Publicado no Jornal da Tarde, 18/04/2001
O nepotismo na Justiça
A mistura de negócios com família, foi uma prática comum das dinastias que envolveram várias gerações e se arrastou durante séculos. Até os dias atuais, sobrevivem, em vários setores, as empresas familiares, nas quais se misturam profissionais contratados por critérios objetivos com donos, herdeiros e sócios que trabalham na mesma empresa por laços familiares.
O termo nepotismo vem do Latim. A palavra "nepot" se refere a sobrinho. O nepotismo começou a ser praticado pelos papas da Era do Renascimento, que procuravam colocar seus sobrinhos nas altas esferas da burocracia eclesiástica, independentemente de suas qualificações profissionais. Mais tarde, essa prática foi estendida aos demais parentes.
A condenação do nepotismo não é compartilhada por todos. Há empresas que dão preferência pelas pessoas indicadas por funcionários, clientes e parentes.

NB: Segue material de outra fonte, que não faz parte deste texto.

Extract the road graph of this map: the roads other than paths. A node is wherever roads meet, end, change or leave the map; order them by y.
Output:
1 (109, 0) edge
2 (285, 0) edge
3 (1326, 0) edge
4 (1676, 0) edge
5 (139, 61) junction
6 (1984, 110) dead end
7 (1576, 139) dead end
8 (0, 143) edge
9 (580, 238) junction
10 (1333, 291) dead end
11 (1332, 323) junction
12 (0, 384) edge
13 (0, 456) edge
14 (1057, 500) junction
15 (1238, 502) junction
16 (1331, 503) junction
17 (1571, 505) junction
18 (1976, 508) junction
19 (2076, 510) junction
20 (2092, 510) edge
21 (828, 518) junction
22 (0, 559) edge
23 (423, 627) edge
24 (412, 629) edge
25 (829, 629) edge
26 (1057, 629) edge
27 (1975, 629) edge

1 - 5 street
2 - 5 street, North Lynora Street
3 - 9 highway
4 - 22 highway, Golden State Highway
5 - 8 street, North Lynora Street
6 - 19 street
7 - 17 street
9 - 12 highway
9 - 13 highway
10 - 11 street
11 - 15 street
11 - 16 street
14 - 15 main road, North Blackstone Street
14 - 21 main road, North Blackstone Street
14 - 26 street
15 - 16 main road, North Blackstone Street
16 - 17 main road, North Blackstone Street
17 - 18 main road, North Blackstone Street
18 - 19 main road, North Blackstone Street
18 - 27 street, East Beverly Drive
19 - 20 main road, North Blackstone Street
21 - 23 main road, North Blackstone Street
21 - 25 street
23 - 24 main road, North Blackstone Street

A FIAT, a TAM e o Pão de Açucar são exemplos atuais.
A FIAT argumenta que pessoas indicadas por funcionários (que podem ser parentes) são mais zelosas, e formam com a empresa um laço de solidariedade e lealdade de valor incalculável. A TAM, ao solicitar aos passageiros a indicação de candidatos, busca fazer convergir os interesses dos clientes e da empresa. O Pão de Açúcar ao transformar consumidores - donas de casa - em anfitriãs e consultoras, integra a empresa ao nicho de mercado que mais lhe interessa.
O nepotismo cria problemas sérios quando praticado em setores estratégicos do serviço público que envolvem interesses conflitantes. Esse é o caso da Justiça, onde filhos de ministros dos tribunais superiores mantém escritórios de advocacia, para defender os interesses de clientes junto às cortes onde trabalham seus pais.

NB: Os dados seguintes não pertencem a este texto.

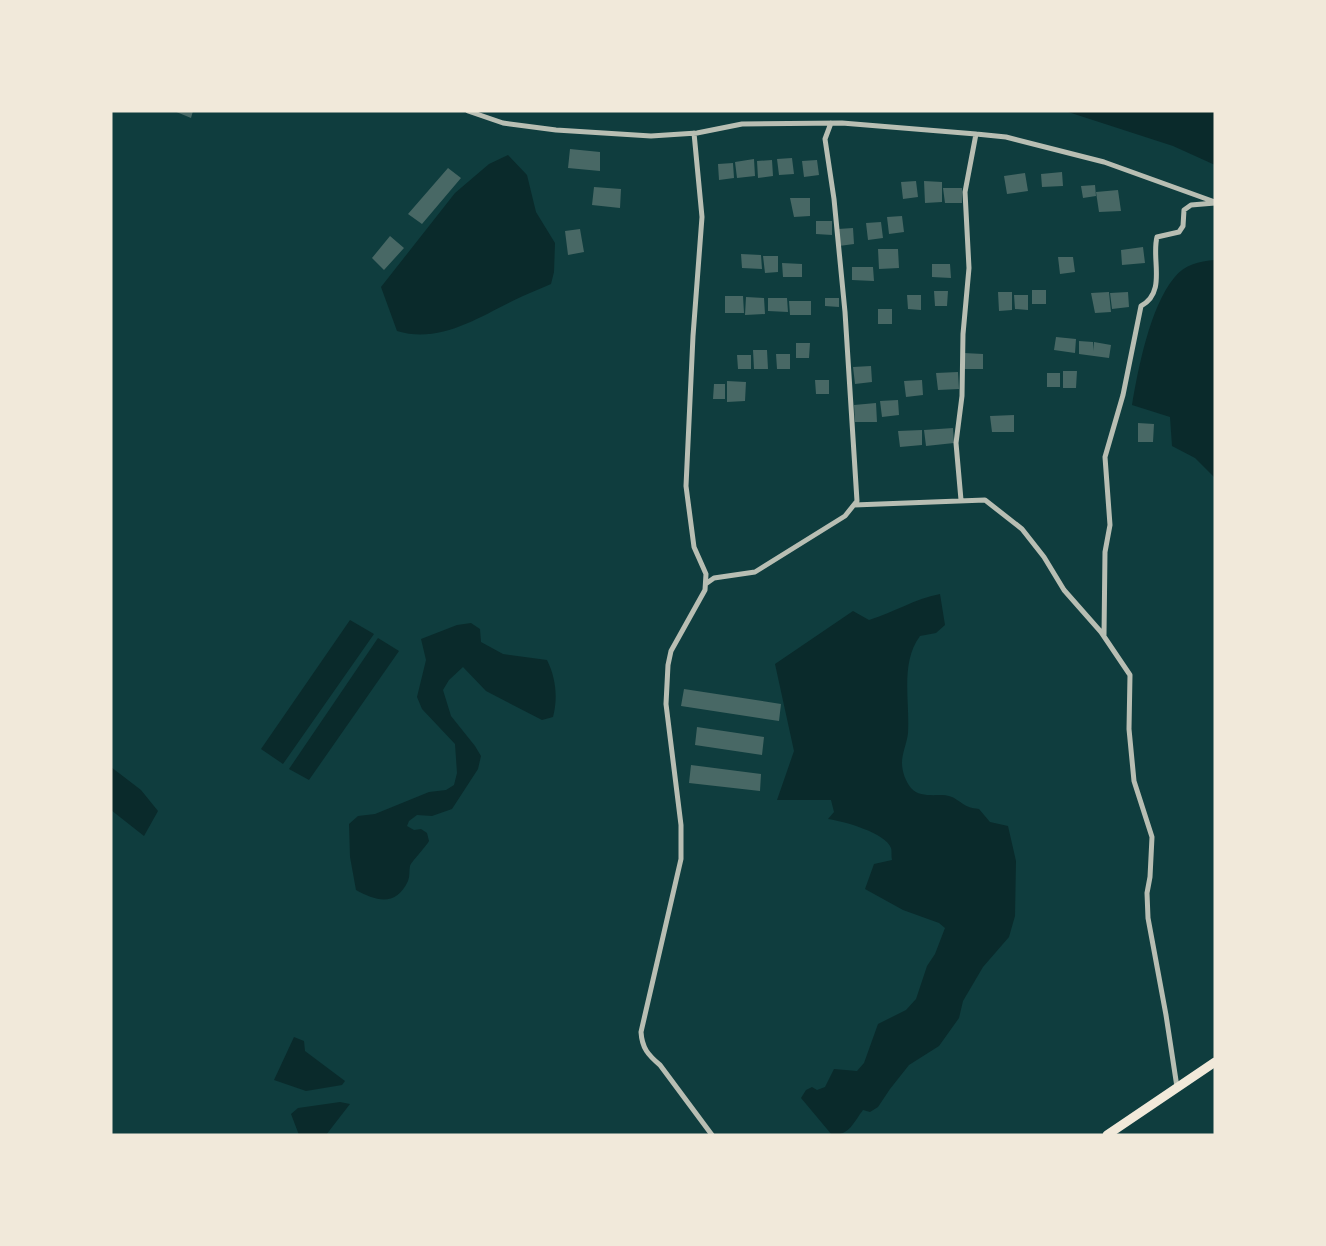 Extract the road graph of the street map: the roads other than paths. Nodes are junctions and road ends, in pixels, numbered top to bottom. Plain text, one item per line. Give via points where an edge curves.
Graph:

O assunto é polêmico pois a Constituição Federal garante o livre exercício de qualquer profissão. Ademais, a lei atual impede ao filho advogar em processos distribuídos ao pai. Mas, esse impedimento tem sido insuficiente para evitar o uso de "advogados-laranjas".
No Brasil, o caso está pedindo mais rigor. Dentre os ministros do Superior Tribunal de Justiça, 36% dos seus filhos são advogados. Dentre os juizes dos tribunais estaduais, o percentual é de 37%; nos tribunais regionais, 38%; no Tribunal Superior do Trabalho, 42%; e no Supremo Tribunal Federal, 67%. Isso não leva em conta esposas, genros, noras, sobrinhos e sobrinhas que exercem a advocacia.
A alta incidência de advogados em famílias de magistrados não é ruim em si. Mas, é o caminho para perigosas tentações. O Presidente do Supremo Tribunal Federal, Ministro Carlos Velloso, defende uma mudança na legislação atual de modo a proibir que filhos de juizes, magistrados, desembargadores e ministros atuem nos tribunais de seus pais. A OAB é contra isso, argumentando que a lei atual já é suficiente, ao impedir a atuação nos processos.
O assunto exige a construção de controles sociais dentro das regras democráticas que respeitam a liberdade de cada um. O nepotismo na Justiça precisa contar com um arcabouço muito mais eficiente para impedir o tráfico de influência que muitas vezes é praticado entre advogados e julgadores.
As sociedades mais avançadas erguem anteparos muito mais altos que tornam praticamente impossível para os filhos se aproveitarem, direta ou indiretamente, do relacionamento com seus pais. Os códigos de ética são severos e as penalidades são aplicadas rapidamente e com ampla visibilidade. É aí que está o seu grande poder preventivo pois, penas aplicadas com lentidão e às escondidas são um convite à contravenção.